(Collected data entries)
-- Opening Marker --

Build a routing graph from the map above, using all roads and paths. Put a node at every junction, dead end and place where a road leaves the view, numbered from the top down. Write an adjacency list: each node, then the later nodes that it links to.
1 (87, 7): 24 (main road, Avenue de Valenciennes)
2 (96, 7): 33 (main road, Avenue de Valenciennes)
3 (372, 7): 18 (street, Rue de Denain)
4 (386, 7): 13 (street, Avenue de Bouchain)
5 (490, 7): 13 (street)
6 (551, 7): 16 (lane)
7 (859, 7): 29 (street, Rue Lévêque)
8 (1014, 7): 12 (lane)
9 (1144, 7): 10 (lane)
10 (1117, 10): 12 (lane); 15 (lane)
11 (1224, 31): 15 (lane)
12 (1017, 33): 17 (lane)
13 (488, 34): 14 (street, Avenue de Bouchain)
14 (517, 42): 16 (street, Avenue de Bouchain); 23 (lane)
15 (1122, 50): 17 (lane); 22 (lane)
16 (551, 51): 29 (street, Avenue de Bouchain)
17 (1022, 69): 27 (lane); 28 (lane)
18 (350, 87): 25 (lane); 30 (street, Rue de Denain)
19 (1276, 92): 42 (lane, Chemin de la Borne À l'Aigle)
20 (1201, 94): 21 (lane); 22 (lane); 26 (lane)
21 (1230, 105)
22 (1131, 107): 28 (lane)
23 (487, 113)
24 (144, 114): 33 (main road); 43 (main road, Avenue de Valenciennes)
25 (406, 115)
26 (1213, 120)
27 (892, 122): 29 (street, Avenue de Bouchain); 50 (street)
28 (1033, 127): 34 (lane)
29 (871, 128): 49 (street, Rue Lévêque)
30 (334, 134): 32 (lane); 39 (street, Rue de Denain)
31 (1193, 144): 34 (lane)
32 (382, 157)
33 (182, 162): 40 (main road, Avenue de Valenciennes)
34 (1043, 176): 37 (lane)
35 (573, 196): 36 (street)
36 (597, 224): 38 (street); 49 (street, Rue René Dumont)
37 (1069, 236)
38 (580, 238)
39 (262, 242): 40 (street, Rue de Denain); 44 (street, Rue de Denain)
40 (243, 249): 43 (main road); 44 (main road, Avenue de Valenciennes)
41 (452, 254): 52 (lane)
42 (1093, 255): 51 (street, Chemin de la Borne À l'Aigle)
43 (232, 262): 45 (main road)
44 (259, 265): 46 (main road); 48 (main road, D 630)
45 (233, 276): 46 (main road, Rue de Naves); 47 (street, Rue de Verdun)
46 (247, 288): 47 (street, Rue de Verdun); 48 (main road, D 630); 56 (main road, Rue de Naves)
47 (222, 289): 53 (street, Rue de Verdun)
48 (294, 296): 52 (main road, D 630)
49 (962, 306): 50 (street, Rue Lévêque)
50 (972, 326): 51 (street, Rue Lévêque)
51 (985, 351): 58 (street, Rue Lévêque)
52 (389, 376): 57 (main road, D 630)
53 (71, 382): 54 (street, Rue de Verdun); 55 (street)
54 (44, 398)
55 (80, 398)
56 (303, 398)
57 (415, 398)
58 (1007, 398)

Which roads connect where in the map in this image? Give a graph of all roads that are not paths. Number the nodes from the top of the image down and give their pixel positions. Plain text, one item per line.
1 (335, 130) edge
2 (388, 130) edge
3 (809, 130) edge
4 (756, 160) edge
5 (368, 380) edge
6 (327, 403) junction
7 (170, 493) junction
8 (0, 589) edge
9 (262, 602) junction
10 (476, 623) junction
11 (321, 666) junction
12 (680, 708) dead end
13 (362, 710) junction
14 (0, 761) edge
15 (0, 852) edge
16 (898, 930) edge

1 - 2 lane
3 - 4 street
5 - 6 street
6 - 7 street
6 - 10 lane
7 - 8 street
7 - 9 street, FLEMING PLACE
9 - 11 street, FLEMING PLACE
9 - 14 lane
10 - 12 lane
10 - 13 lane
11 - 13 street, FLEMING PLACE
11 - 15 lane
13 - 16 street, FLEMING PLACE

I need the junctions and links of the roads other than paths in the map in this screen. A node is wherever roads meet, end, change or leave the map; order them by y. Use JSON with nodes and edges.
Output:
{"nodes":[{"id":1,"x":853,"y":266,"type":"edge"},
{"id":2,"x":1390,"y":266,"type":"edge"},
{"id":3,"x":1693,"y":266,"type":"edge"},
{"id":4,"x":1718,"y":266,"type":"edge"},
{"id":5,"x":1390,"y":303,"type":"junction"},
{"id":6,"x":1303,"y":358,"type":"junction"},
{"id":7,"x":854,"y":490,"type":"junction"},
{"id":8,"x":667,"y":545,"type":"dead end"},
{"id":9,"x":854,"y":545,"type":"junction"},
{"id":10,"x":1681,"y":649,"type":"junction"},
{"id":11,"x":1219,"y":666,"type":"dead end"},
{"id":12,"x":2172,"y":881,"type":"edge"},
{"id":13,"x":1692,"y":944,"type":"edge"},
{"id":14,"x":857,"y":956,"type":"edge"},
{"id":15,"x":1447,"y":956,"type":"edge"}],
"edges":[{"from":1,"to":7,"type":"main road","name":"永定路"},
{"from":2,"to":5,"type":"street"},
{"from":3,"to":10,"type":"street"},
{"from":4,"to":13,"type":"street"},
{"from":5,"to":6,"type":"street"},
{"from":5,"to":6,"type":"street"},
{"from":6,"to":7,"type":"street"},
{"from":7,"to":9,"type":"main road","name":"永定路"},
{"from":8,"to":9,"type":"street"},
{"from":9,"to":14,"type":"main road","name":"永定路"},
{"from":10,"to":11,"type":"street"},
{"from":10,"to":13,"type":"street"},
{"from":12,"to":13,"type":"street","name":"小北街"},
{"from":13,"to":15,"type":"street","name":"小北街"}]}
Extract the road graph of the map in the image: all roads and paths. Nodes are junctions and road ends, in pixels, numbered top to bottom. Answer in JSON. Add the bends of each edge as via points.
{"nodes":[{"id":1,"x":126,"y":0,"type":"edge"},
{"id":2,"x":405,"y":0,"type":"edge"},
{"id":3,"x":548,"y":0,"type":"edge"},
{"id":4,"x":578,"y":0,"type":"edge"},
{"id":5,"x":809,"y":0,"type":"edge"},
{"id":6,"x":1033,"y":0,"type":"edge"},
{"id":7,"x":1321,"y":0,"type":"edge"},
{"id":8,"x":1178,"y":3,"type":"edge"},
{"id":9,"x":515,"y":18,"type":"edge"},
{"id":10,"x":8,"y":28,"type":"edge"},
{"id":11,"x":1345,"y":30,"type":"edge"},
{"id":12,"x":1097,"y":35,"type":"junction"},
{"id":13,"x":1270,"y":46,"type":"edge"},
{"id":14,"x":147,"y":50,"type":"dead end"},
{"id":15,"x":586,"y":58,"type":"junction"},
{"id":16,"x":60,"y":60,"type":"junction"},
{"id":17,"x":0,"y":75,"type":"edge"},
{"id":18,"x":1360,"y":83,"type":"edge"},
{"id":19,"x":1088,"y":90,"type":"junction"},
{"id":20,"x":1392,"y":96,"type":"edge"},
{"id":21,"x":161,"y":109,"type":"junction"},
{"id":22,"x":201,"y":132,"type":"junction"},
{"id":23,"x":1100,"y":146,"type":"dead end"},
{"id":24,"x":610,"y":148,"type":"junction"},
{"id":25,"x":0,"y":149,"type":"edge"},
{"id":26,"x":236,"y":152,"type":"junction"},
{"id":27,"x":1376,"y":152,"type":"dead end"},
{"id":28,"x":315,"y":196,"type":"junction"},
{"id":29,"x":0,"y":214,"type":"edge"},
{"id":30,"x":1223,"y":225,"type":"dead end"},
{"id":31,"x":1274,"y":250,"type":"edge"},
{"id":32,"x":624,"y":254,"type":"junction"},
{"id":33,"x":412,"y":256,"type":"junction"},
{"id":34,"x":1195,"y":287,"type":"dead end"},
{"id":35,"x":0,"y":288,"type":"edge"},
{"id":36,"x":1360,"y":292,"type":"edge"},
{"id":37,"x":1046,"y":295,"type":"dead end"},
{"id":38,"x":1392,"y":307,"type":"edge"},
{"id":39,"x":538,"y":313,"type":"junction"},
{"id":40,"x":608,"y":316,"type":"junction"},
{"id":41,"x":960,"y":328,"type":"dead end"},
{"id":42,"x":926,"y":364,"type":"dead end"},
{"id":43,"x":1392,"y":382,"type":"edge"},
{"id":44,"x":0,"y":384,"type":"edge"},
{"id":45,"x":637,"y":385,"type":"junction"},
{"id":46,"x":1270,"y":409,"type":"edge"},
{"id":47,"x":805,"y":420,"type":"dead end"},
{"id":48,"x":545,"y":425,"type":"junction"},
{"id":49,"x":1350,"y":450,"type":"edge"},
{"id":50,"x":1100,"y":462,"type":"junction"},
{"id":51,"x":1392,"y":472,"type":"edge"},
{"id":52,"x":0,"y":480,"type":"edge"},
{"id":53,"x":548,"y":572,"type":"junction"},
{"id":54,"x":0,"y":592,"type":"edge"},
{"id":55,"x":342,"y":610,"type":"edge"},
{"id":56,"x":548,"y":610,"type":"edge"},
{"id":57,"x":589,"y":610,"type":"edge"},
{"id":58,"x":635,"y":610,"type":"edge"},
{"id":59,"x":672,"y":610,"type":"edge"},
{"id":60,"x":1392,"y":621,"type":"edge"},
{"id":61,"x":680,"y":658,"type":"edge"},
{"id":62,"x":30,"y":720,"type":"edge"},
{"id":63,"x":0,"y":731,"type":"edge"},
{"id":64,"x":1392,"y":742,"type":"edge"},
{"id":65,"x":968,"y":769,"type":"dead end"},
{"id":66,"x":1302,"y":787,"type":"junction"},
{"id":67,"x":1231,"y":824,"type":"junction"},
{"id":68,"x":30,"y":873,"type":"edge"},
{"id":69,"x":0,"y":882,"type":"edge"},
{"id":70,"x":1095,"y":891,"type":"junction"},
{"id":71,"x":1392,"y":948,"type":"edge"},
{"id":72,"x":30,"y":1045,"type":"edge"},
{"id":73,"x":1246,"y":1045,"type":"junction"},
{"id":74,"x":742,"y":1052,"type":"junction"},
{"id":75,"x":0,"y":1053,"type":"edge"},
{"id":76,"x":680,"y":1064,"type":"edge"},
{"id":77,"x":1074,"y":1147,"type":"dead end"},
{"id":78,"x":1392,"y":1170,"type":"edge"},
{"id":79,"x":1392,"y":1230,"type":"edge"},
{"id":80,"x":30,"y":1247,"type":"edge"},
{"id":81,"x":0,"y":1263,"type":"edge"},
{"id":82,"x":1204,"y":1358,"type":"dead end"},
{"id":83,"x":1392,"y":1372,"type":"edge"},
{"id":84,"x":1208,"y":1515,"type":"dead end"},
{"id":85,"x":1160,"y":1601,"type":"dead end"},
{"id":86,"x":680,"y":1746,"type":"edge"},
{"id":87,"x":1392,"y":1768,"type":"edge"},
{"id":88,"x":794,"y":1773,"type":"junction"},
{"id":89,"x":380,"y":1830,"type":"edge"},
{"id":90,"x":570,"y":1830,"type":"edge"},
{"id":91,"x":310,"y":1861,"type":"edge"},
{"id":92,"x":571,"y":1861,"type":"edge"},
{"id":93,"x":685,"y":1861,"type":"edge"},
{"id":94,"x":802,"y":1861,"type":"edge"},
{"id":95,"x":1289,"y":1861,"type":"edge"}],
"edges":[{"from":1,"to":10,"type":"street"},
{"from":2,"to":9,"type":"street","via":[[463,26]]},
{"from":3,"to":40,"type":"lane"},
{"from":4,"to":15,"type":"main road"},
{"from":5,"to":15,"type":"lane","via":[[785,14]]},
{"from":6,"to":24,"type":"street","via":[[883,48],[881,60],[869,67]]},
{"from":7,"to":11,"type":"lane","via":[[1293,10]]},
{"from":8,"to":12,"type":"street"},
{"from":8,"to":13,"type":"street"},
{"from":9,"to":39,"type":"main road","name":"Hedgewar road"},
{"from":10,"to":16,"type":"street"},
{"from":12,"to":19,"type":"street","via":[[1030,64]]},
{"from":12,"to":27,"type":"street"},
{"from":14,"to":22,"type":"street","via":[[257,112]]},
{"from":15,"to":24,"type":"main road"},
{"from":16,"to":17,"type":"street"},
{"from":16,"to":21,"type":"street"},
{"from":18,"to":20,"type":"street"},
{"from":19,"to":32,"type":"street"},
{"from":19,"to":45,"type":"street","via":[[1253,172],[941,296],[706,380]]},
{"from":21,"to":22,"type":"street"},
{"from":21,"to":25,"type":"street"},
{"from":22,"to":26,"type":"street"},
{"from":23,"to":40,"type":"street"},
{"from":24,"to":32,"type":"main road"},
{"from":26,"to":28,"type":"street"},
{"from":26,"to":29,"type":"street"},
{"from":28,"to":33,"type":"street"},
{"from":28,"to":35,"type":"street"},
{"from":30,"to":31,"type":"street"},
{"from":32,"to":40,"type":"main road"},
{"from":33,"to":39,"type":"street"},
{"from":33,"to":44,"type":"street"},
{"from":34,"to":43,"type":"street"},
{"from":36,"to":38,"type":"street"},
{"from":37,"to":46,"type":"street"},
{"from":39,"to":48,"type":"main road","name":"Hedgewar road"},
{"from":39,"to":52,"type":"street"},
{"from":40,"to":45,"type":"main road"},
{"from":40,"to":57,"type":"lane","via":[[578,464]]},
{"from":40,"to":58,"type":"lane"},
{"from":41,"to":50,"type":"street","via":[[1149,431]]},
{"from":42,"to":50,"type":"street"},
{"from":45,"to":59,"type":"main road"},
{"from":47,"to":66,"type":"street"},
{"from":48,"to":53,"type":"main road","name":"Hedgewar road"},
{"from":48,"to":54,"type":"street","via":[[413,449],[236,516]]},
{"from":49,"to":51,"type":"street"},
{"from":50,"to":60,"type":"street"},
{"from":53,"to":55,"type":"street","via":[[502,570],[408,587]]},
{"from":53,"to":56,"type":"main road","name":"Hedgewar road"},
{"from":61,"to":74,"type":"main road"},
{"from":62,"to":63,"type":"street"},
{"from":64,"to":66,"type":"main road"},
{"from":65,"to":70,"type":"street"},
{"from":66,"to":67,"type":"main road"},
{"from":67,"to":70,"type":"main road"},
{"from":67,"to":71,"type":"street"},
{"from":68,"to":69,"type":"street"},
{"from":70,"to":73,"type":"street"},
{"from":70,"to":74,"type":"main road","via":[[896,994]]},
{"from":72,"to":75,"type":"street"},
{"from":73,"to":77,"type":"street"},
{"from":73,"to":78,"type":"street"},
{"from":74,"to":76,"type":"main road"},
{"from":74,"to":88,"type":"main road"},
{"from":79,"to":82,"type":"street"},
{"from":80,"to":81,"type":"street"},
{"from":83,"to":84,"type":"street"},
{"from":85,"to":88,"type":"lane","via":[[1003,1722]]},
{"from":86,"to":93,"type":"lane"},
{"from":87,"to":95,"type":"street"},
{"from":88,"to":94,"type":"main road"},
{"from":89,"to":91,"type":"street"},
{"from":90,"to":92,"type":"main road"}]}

-- Closing Marker --

Task to complete:
Among the lines above, which hold the word "Hedgewar"? Report each one.

Your solution:
{"from":9,"to":39,"type":"main road","name":"Hedgewar road"},
{"from":39,"to":48,"type":"main road","name":"Hedgewar road"},
{"from":48,"to":53,"type":"main road","name":"Hedgewar road"},
{"from":53,"to":56,"type":"main road","name":"Hedgewar road"},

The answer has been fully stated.